The Afghan police is even more shambolic than the Afghan army. According to Ben Farmer writing in The Telegraph of 19 February, (‘Two-thirds of Afghan police take illegal drugs’), “The casualty rate among police is several times higher than among the army and the daily toll of casualties has been blamed for contributing to the high numbers going absent without leave and turning to drugs”.
The sheer cost to the various imperialist countries of continuing the wars in the Middle East and Afghanistan is a heavy burden on national economic budgets at a time when severe economic crisis is wiping out the fortunes of rich and poor alike and bankrupting whole governments. The mighty US imperialism is vulnerable, having lived way beyond its means for decades. It is steadily aggravating its insolvency and weakening its imperialist status with every billion that it fritters on its various wars of aggression. According to the Newsweek article cited above, “Deploying a U.S. force of 60,000 will cost about $70 billion a year. Training and supporting the 130,000 to 200,000 troops required for a proper Afghan Army would take another decade and could cost at least $20 billion”. The US population is losing all enthusiasm for war: “A recent NEWSWEEK Poll shows that while 71 percent of the people believe that Obama can turn around the cratering economy, only 48 percent think he can make progress in Afghanistan. … Only 10 percent put Afghanistan at the top of their list [of government priorities], even fewer than nominate Iraq.” (ibid.).
Nor would it be rational to expect much in the way of financial support from the US’s imperialist partners in crime: Jon Boone of the Financial Times (‘Afghan donations fall billions short’, 19 February 2009) notes that: “Afghanistan’s international backers have left the country billions short of money promised at June’s Paris aid conference…
“While some $21bn (€16.8bn, £14.8bn) in aid was officially promised by world governments at the conference, nearly a third has proved to be old money that has been ‘double pledged’…

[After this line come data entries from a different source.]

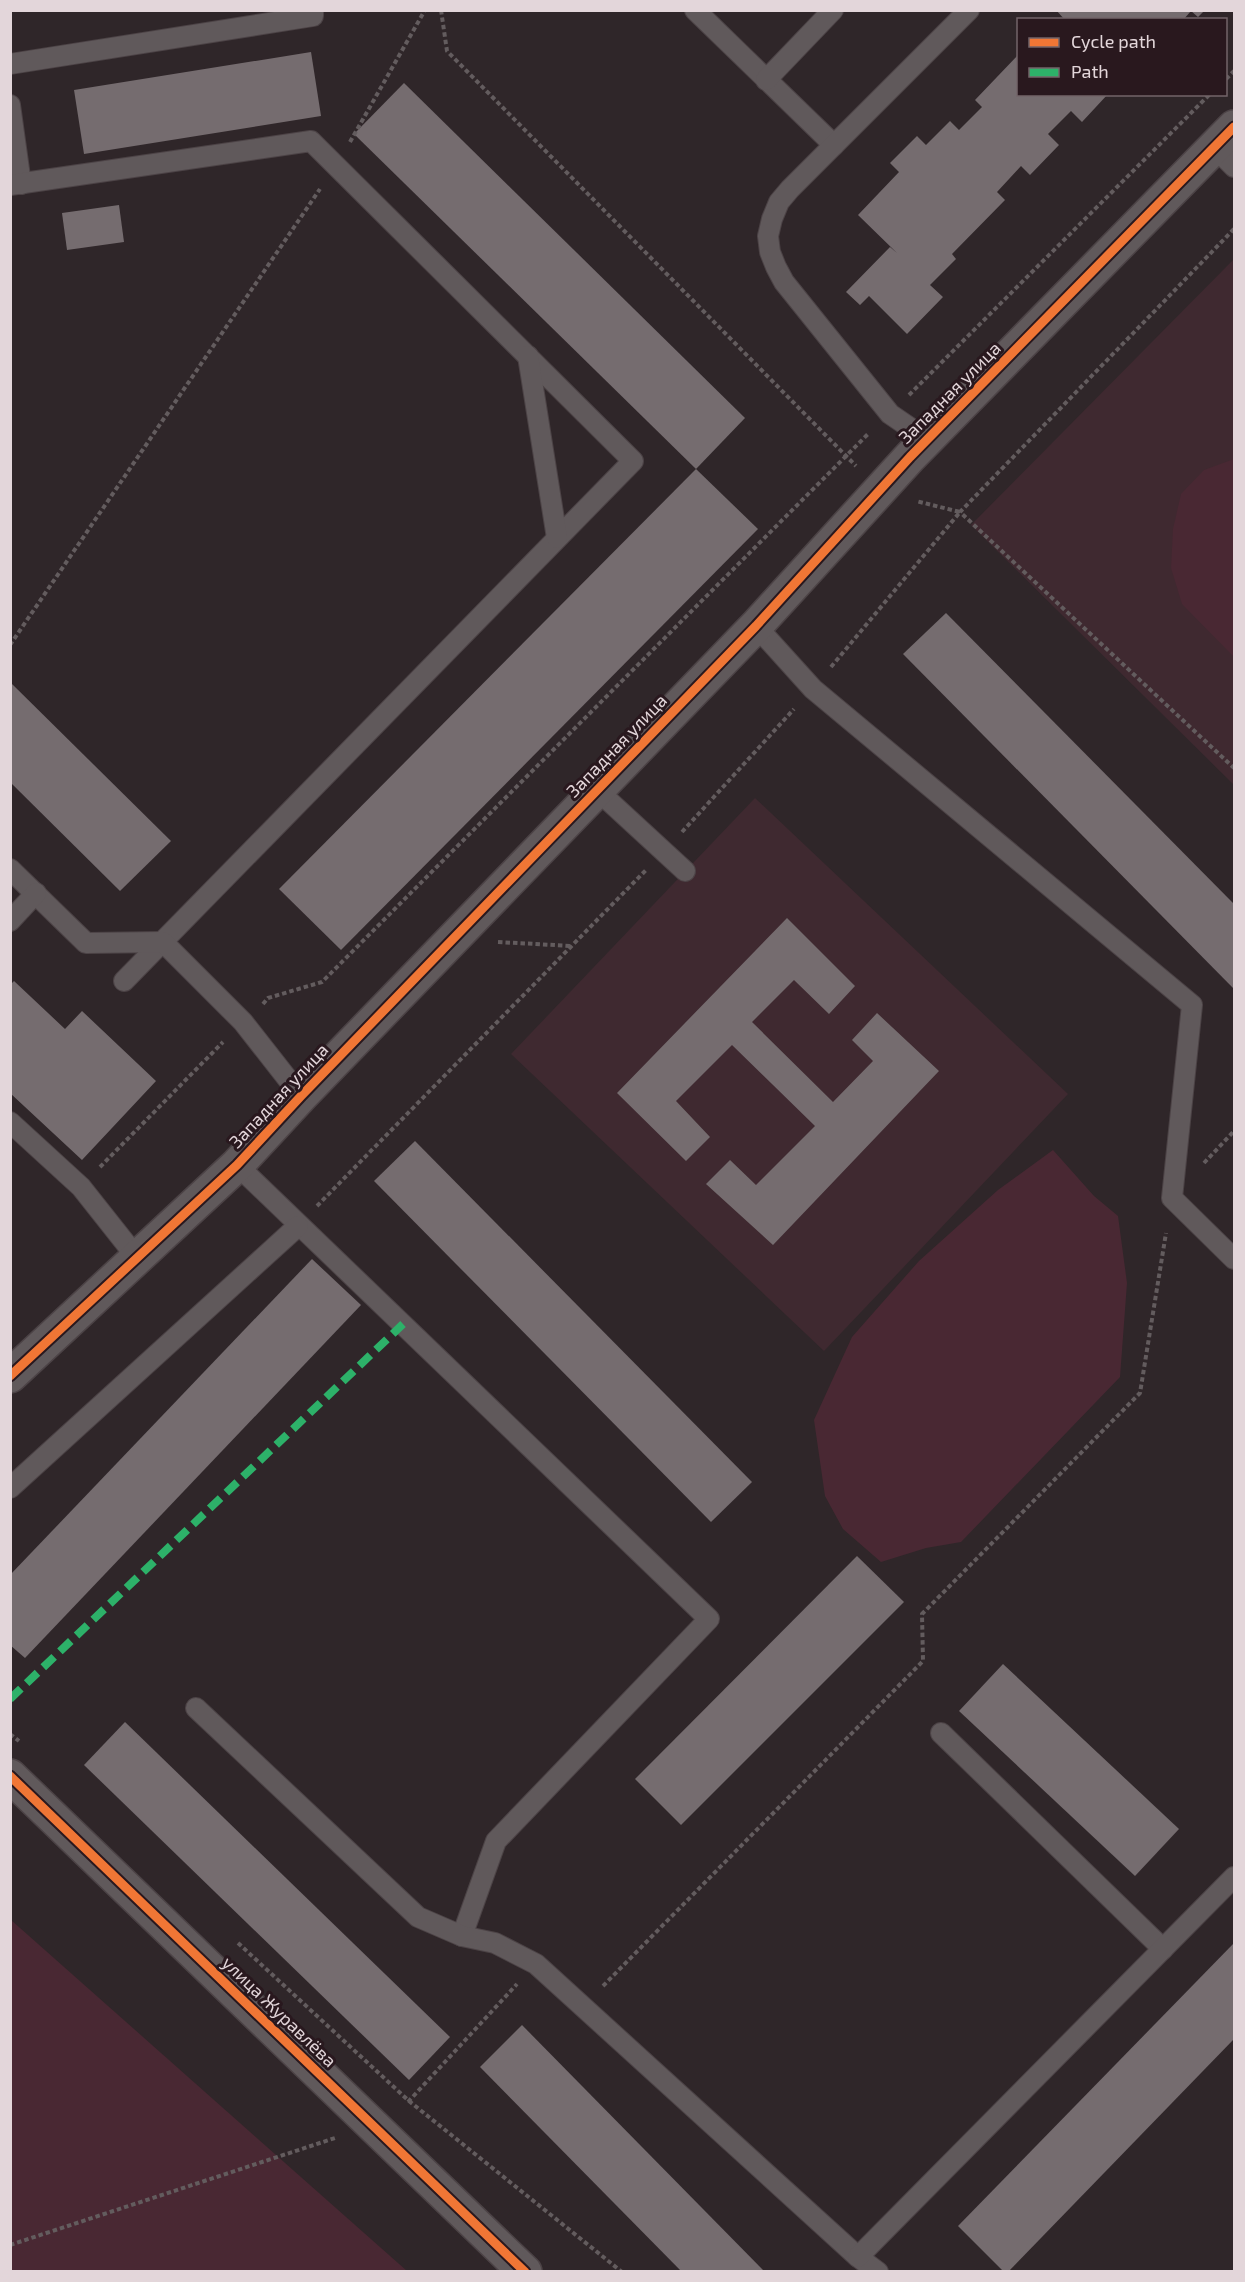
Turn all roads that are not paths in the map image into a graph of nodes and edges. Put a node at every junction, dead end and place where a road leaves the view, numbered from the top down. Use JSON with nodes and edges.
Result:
{"nodes":[{"id":1,"x":313,"y":10,"type":"edge"},
{"id":2,"x":694,"y":10,"type":"edge"},
{"id":3,"x":832,"y":10,"type":"edge"},
{"id":4,"x":969,"y":10,"type":"edge"},
{"id":5,"x":10,"y":64,"type":"edge"},
{"id":6,"x":766,"y":80,"type":"junction"},
{"id":7,"x":10,"y":105,"type":"edge"},
{"id":8,"x":834,"y":145,"type":"junction"},
{"id":9,"x":1228,"y":147,"type":"edge"},
{"id":10,"x":16,"y":185,"type":"edge"},
{"id":11,"x":528,"y":356,"type":"junction"},
{"id":12,"x":928,"y":440,"type":"junction"},
{"id":13,"x":557,"y":538,"type":"junction"},
{"id":14,"x":756,"y":626,"type":"junction"},
{"id":15,"x":597,"y":790,"type":"junction"},
{"id":16,"x":10,"y":869,"type":"edge"},
{"id":17,"x":685,"y":871,"type":"dead end"},
{"id":18,"x":36,"y":893,"type":"junction"},
{"id":19,"x":10,"y":921,"type":"edge"},
{"id":20,"x":163,"y":942,"type":"junction"},
{"id":21,"x":124,"y":981,"type":"dead end"},
{"id":22,"x":301,"y":1096,"type":"junction"},
{"id":23,"x":10,"y":1122,"type":"edge"},
{"id":24,"x":237,"y":1165,"type":"junction"},
{"id":25,"x":298,"y":1226,"type":"junction"},
{"id":26,"x":138,"y":1258,"type":"junction"},
{"id":27,"x":1234,"y":1259,"type":"edge"},
{"id":28,"x":10,"y":1376,"type":"edge"},
{"id":29,"x":10,"y":1488,"type":"edge"},
{"id":30,"x":196,"y":1708,"type":"dead end"},
{"id":31,"x":941,"y":1733,"type":"dead end"},
{"id":32,"x":10,"y":1776,"type":"edge"},
{"id":33,"x":1234,"y":1877,"type":"edge"},
{"id":34,"x":462,"y":1936,"type":"junction"},
{"id":35,"x":1163,"y":1949,"type":"junction"},
{"id":36,"x":858,"y":2257,"type":"junction"},
{"id":37,"x":525,"y":2271,"type":"edge"},
{"id":38,"x":878,"y":2271,"type":"edge"}],
"edges":[{"from":1,"to":5,"type":"lane"},
{"from":2,"to":6,"type":"lane"},
{"from":3,"to":6,"type":"lane"},
{"from":4,"to":8,"type":"lane"},
{"from":6,"to":8,"type":"lane"},
{"from":7,"to":10,"type":"lane"},
{"from":8,"to":12,"type":"lane"},
{"from":9,"to":12,"type":"street","name":"Западная улица"},
{"from":10,"to":11,"type":"lane"},
{"from":11,"to":13,"type":"lane"},
{"from":11,"to":13,"type":"lane"},
{"from":12,"to":14,"type":"street","name":"Западная улица"},
{"from":13,"to":20,"type":"lane"},
{"from":14,"to":15,"type":"street","name":"Западная улица"},
{"from":14,"to":27,"type":"lane"},
{"from":15,"to":17,"type":"lane"},
{"from":15,"to":22,"type":"street","name":"Западная улица"},
{"from":16,"to":18,"type":"lane"},
{"from":18,"to":19,"type":"lane"},
{"from":18,"to":20,"type":"lane"},
{"from":20,"to":21,"type":"lane"},
{"from":20,"to":22,"type":"lane"},
{"from":22,"to":24,"type":"street","name":"Западная улица"},
{"from":23,"to":26,"type":"lane"},
{"from":24,"to":25,"type":"lane"},
{"from":24,"to":26,"type":"street","name":"Западная улица"},
{"from":25,"to":29,"type":"lane"},
{"from":25,"to":34,"type":"lane"},
{"from":26,"to":28,"type":"street","name":"Западная улица"},
{"from":30,"to":34,"type":"lane"},
{"from":31,"to":35,"type":"lane"},
{"from":32,"to":37,"type":"street","name":"улица Журавлёва"},
{"from":33,"to":35,"type":"lane"},
{"from":34,"to":36,"type":"lane"},
{"from":35,"to":36,"type":"lane"},
{"from":36,"to":38,"type":"lane"}]}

As a result, “large parts of the National Development Strategy laid out by the Afghan government will go unfunded.
“The NDS put a heavy emphasis on improving the country’s agricultural base but the finance ministry report shows that rural development will be underfunded by $412m in 2009 alone.
“Overall, there will be a $3.1bn shortfall for this year, with other key sectors, including health, education and infrastructure, all suffering for lack of funds.
“In a sign of where international priorities lie, nearly half of all available money will be spent on building up Afghanistan’s security forces.
“The finance ministry forecasts that there will be a total shortfall of $22.3bn for the NDS, which requires $50.1bn over the next four years.” …
The Financial Times concludes with the observation: “Time is running out and unless sufficient funding is forthcoming for a strategy that goes beyond military solutions the international community’s state building mission in Afghanistan will fail.”
For our part we consider it more than likely that sufficient funding will never be forthcoming, largely because bitter experience has taught at least some of the imperialist jackals and hyenas (aka ‘the international community’) that US imperialism’s wars of aggression are a black hole into which they have been pouring money with no return and it is safe to assume that this would continue to be the case so long as imperialism pursues its nefarious cause and the resistance continues to give the imperialists a good run for their money.